● **Exercise description**
Could all of the entries be written out exactly, with any pictures omitted?

● **Supplied data**
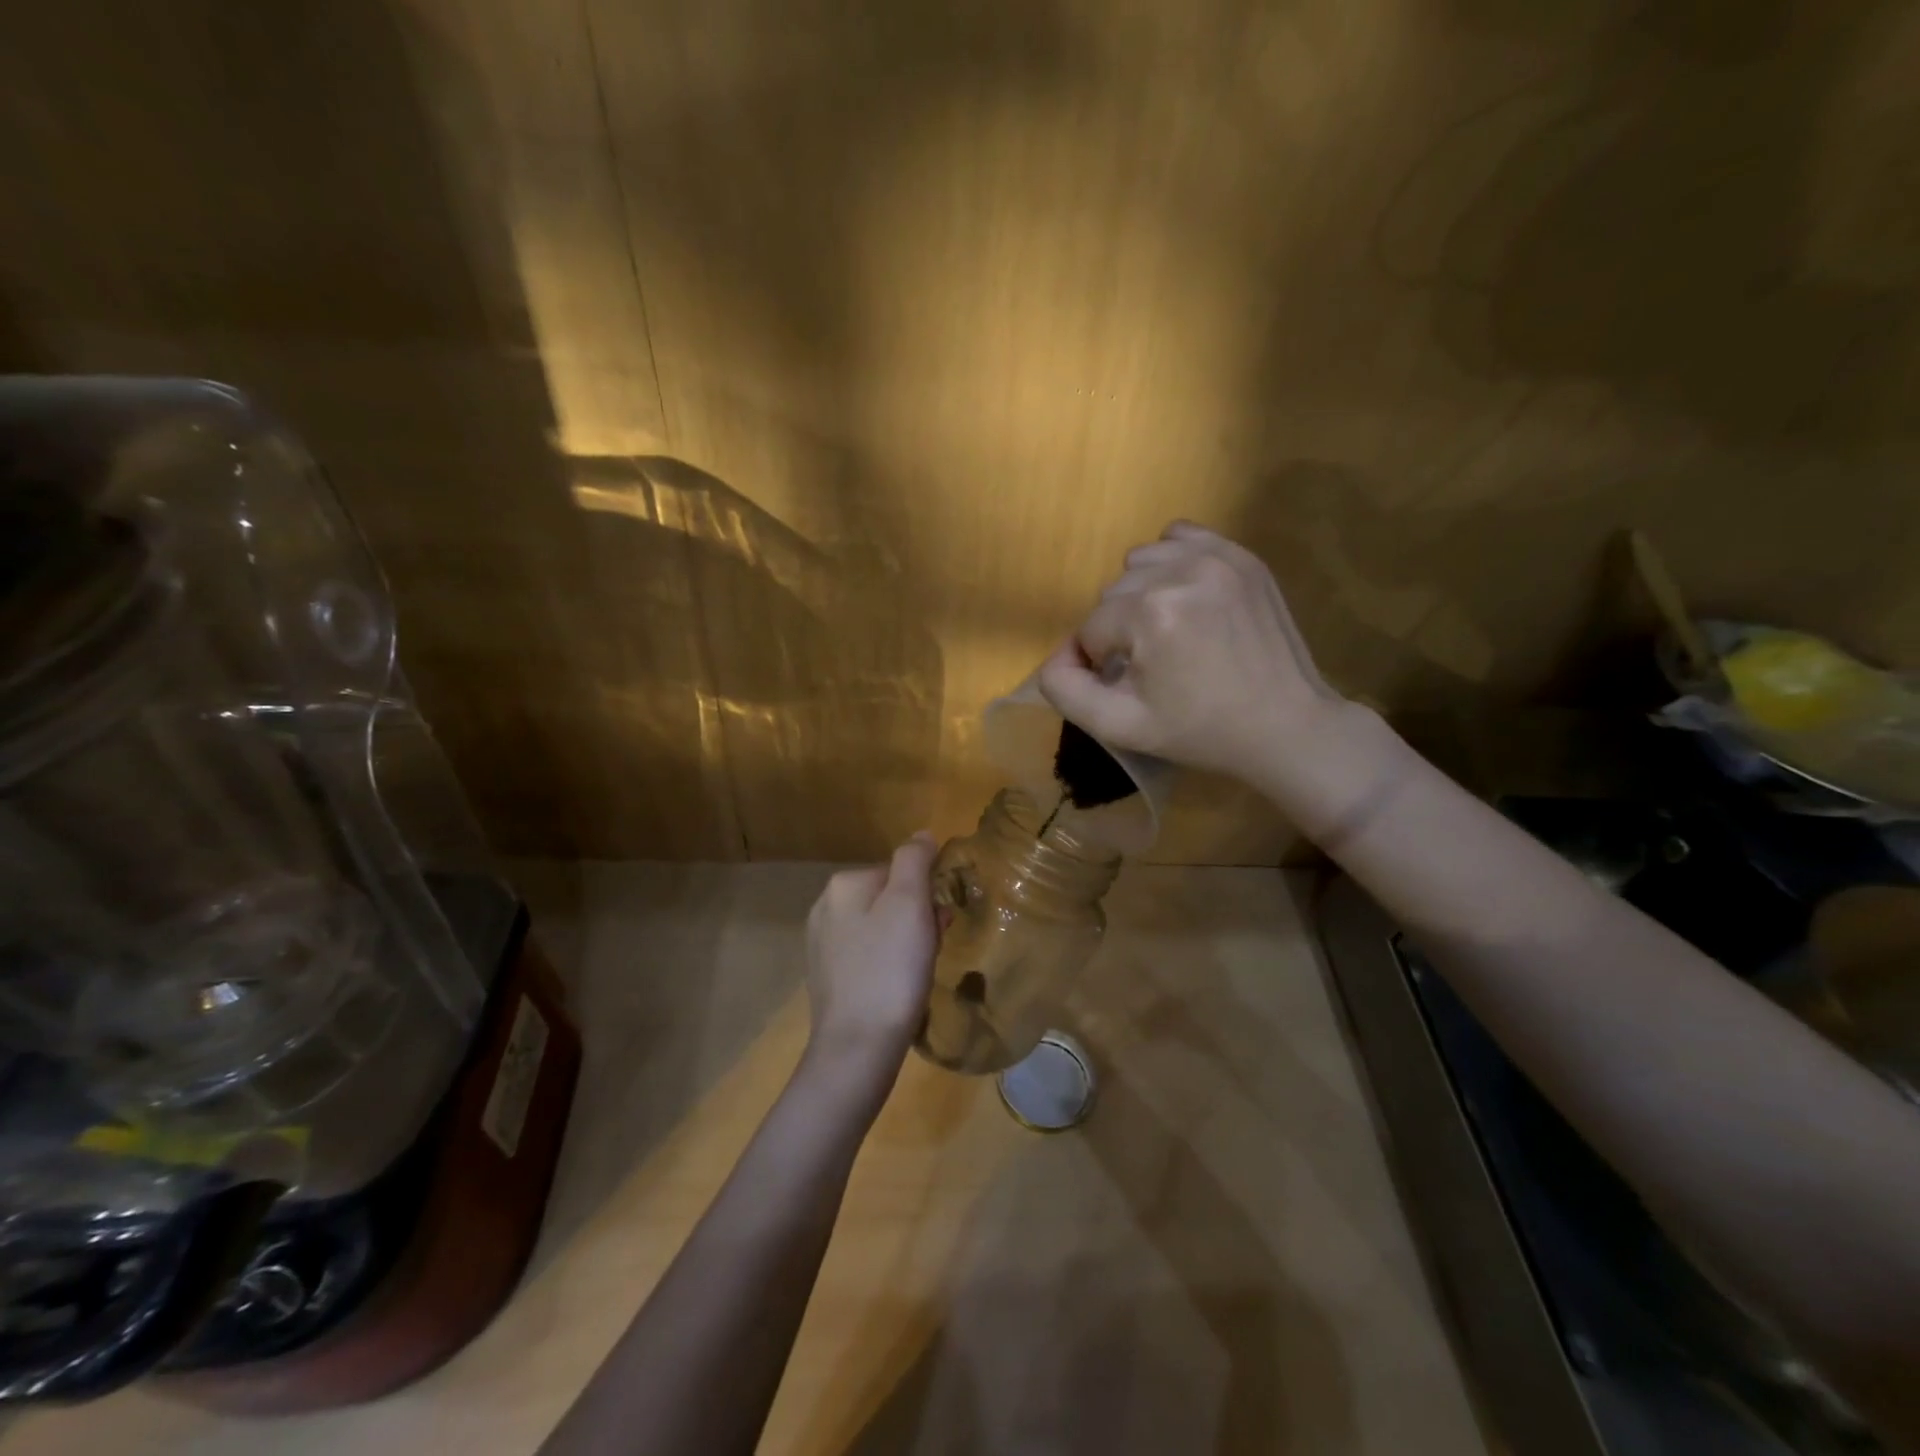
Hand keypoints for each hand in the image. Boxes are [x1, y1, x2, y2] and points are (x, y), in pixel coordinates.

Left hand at [803, 833, 939, 1090]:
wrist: (858, 1047)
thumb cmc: (890, 969)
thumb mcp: (909, 903)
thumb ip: (915, 860)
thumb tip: (921, 835)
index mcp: (843, 884)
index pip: (898, 870)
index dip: (926, 894)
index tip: (939, 921)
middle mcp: (825, 907)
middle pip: (888, 898)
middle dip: (916, 918)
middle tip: (933, 947)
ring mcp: (822, 944)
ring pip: (879, 927)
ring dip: (906, 940)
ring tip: (919, 971)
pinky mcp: (827, 977)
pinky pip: (868, 956)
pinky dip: (888, 964)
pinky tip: (899, 987)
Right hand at [1038, 521, 1346, 783]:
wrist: (1285, 725)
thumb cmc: (1201, 731)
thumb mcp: (1121, 726)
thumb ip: (1067, 691)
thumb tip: (1055, 659)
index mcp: (1150, 613)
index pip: (1090, 628)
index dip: (1099, 662)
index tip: (1130, 686)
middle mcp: (1181, 571)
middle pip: (1113, 593)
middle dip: (1120, 629)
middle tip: (1152, 664)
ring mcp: (1217, 557)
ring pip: (1140, 563)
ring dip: (1140, 595)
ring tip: (1169, 631)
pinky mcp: (1242, 555)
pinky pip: (1179, 538)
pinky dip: (1170, 563)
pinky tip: (1184, 597)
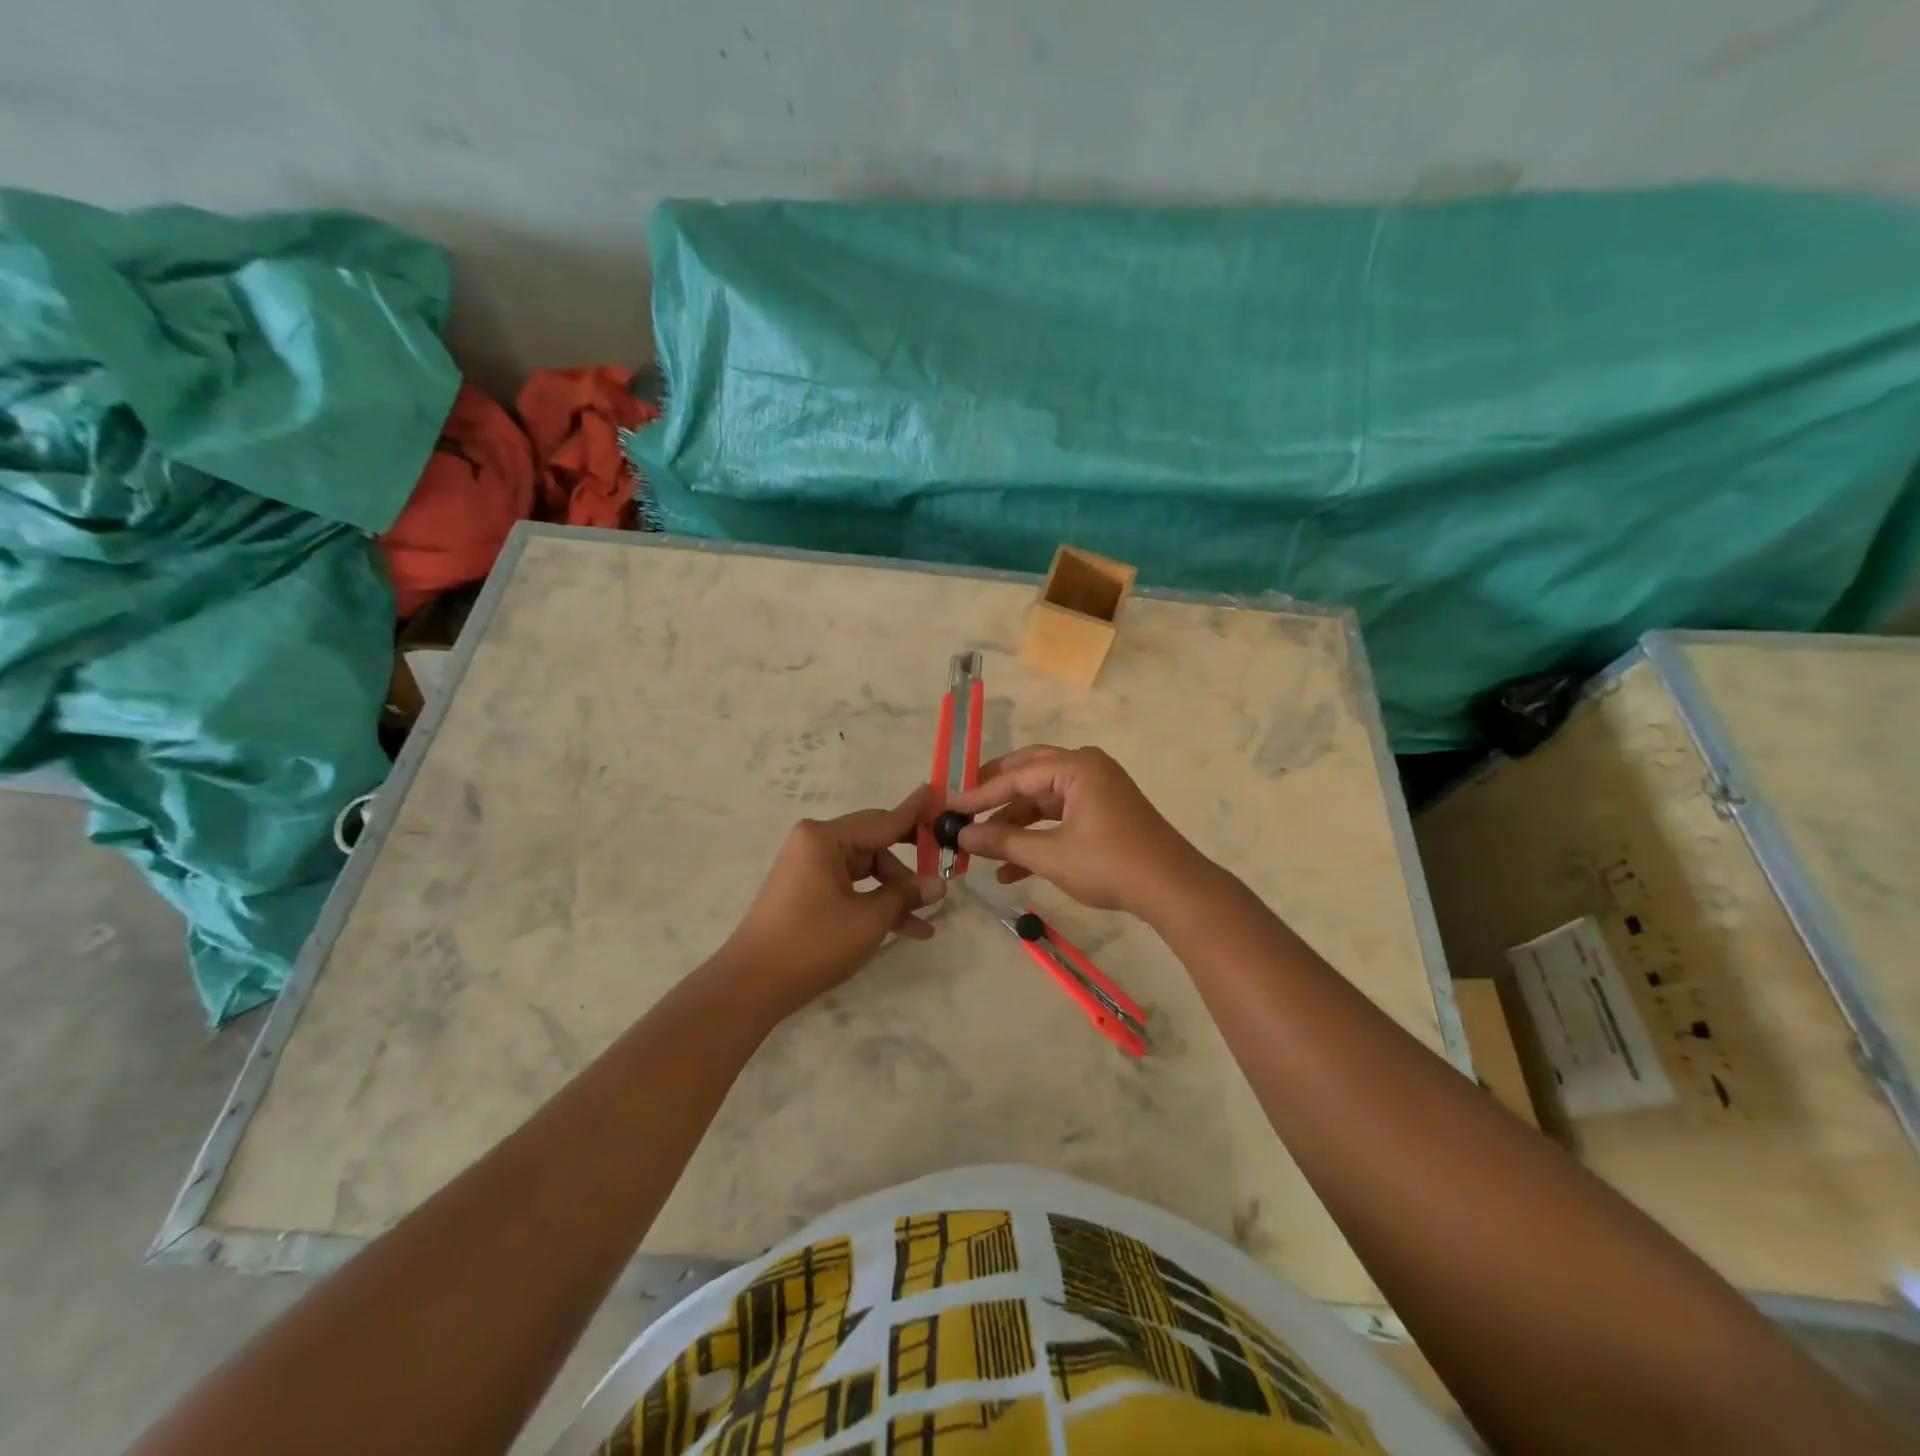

● **Written response**
Hand keypoints for each hand in the image. Boxes are [x1, y1, x2, y2] and points are (x, y), in pixel coordinates.

Left hand at [803, 833, 939, 1090]:
wrist: (858, 1047)
thumb cmc: (890, 969)
thumb mcp: (909, 903)
thumb ip: (915, 860)
thumb tip: (921, 835)
index mcp: (843, 884)
index pip: (898, 870)
index dip: (926, 894)
index tip: (939, 921)
middle mcp: (825, 907)
middle pip: (888, 898)
middle dip: (916, 918)
middle tip: (933, 947)
ring mcp: (822, 944)
ring pip: (879, 927)
ring dip: (906, 940)
ring tip: (919, 971)
pinky mcp: (827, 977)
pinky pip: (868, 956)
pinky dip: (888, 964)
pinky tip: (899, 987)
Right hand at [1038, 521, 1346, 783]:
wrist: (1285, 725)
thumb cmc: (1201, 731)
thumb mcp: (1121, 726)
thumb ip: (1067, 691)
thumb tip: (1055, 659)
index mcp: (1150, 613)
index pip: (1090, 628)
index dip: (1099, 662)
index tip: (1130, 686)
middle mcp: (1181, 571)
middle pip: (1113, 593)
middle dip: (1120, 629)
middle tip: (1152, 664)
ring mcp: (1217, 557)
ring pip: (1140, 563)
ring dip: (1140, 595)
ring tip: (1169, 631)
pinky mcp: (1242, 555)
pinky pip: (1179, 538)
pinky dip: (1170, 563)
pinky tip: (1184, 597)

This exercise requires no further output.